BEGIN PROVIDED INFORMATION

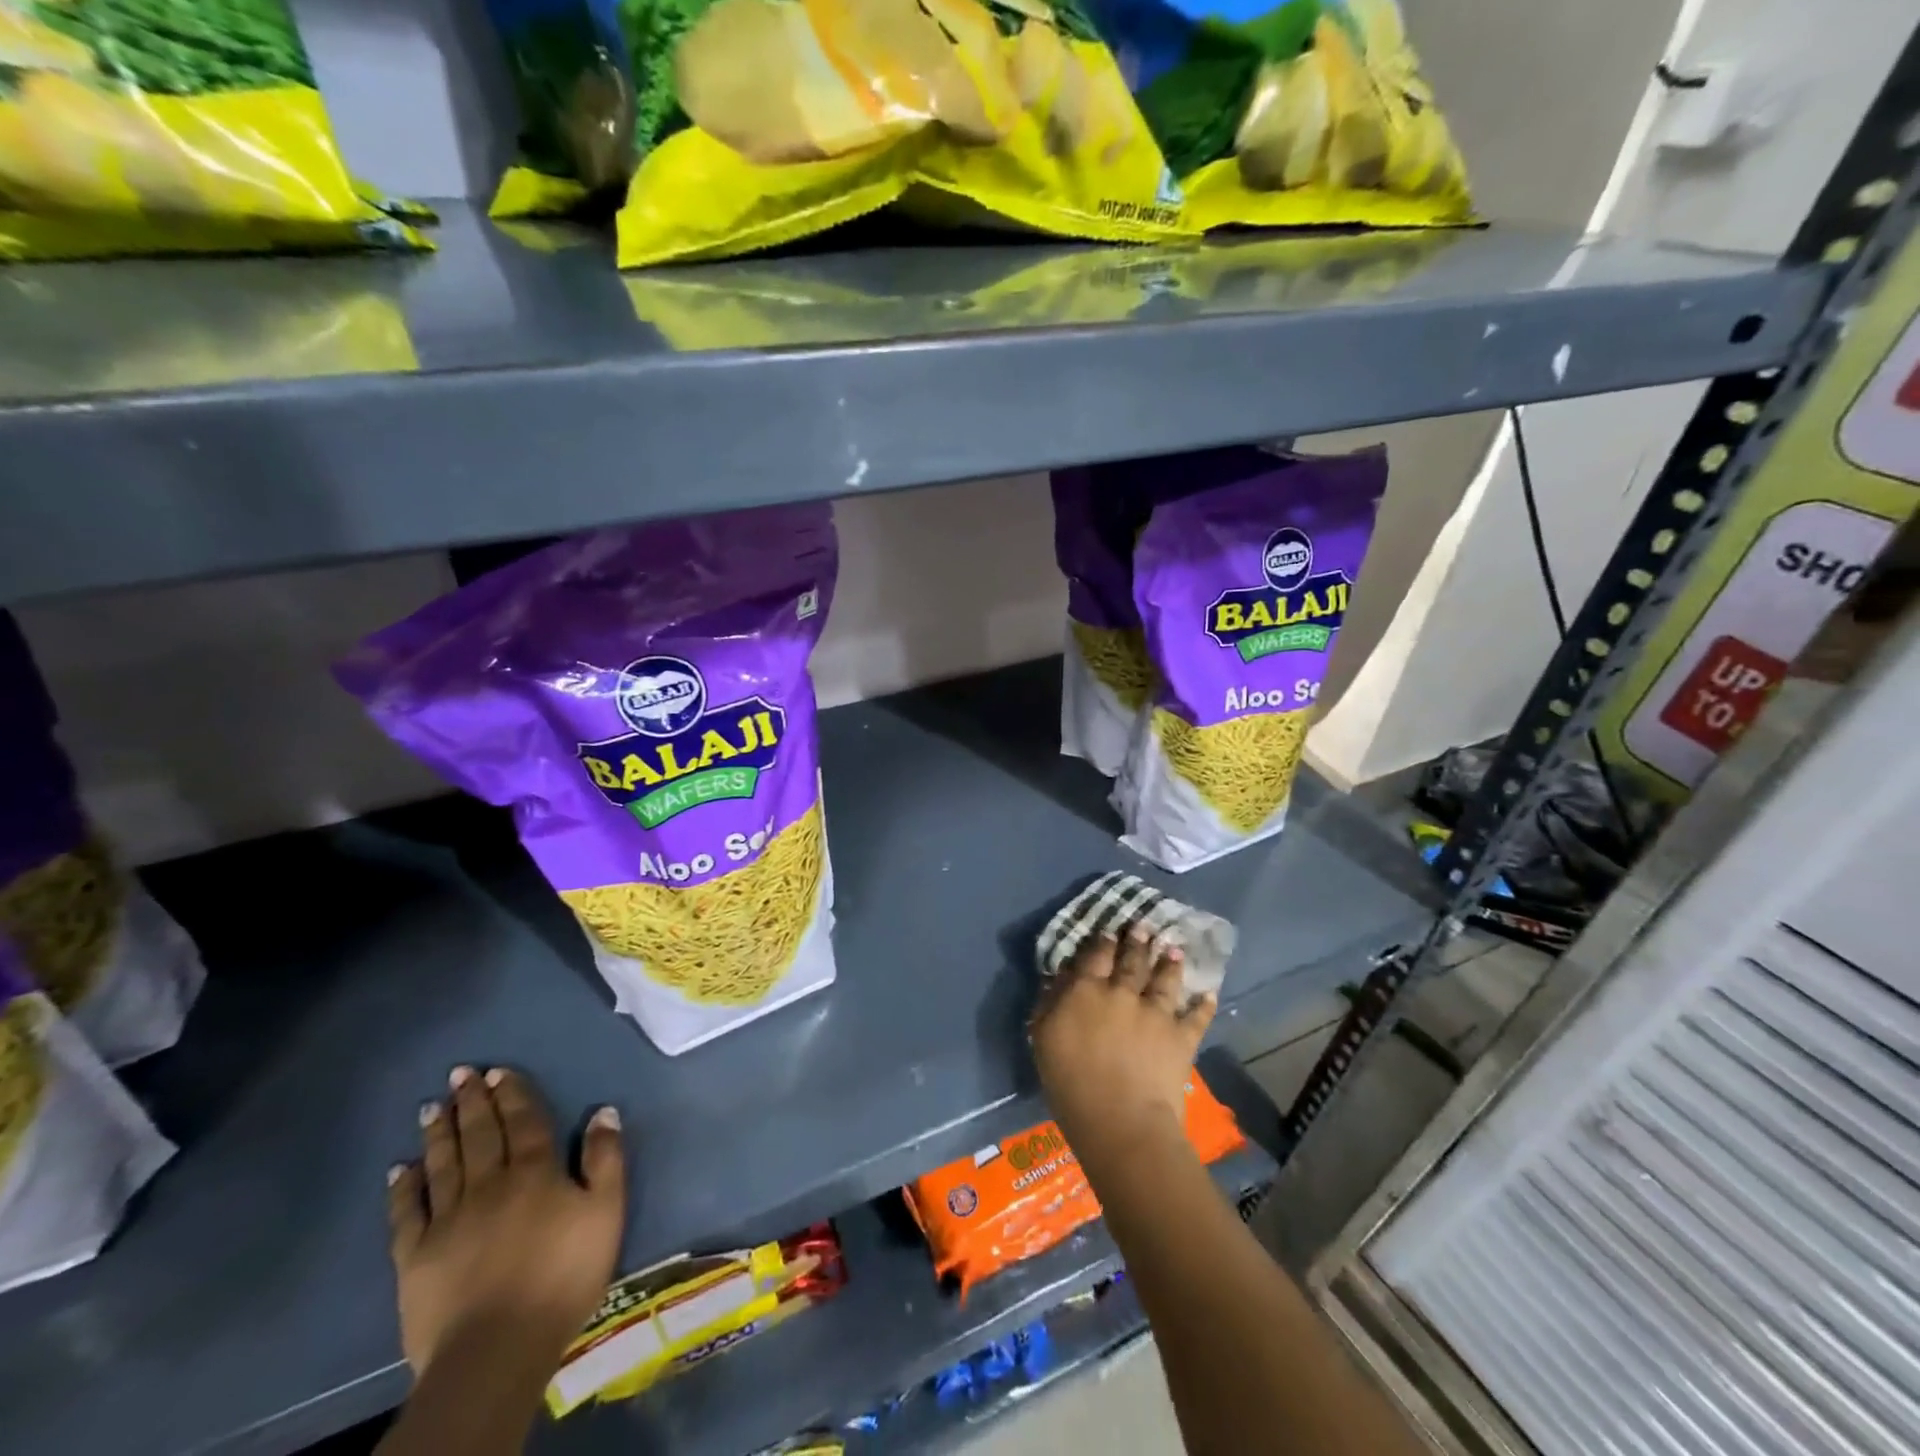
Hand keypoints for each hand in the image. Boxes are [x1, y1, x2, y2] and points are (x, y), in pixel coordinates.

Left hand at [387, 1067, 625, 1381]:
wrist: (496, 1350)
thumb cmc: (563, 1275)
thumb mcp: (605, 1212)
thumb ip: (605, 1159)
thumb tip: (603, 1111)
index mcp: (534, 1171)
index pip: (523, 1121)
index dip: (512, 1094)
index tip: (498, 1072)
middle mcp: (488, 1183)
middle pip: (480, 1134)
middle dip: (472, 1101)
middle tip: (460, 1074)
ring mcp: (448, 1219)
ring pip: (443, 1163)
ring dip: (439, 1132)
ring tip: (431, 1106)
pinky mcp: (415, 1257)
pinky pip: (407, 1213)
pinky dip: (404, 1188)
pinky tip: (401, 1169)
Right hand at [1030, 925, 1216, 1164]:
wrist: (1120, 1119)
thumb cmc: (1070, 1082)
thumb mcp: (1044, 1039)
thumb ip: (1049, 1003)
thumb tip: (1057, 977)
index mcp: (1086, 991)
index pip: (1094, 957)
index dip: (1101, 941)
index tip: (1109, 930)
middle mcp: (1122, 993)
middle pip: (1131, 961)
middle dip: (1138, 942)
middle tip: (1145, 926)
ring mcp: (1155, 1012)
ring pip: (1164, 980)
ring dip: (1170, 962)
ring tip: (1175, 949)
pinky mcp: (1181, 1036)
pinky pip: (1196, 1016)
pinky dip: (1203, 1005)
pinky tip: (1210, 994)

END PROVIDED INFORMATION

### WORK TASK
In the entries above, how many lines hold the word "ring"? State the number and nothing else.

### RESULT OF THIS TASK
8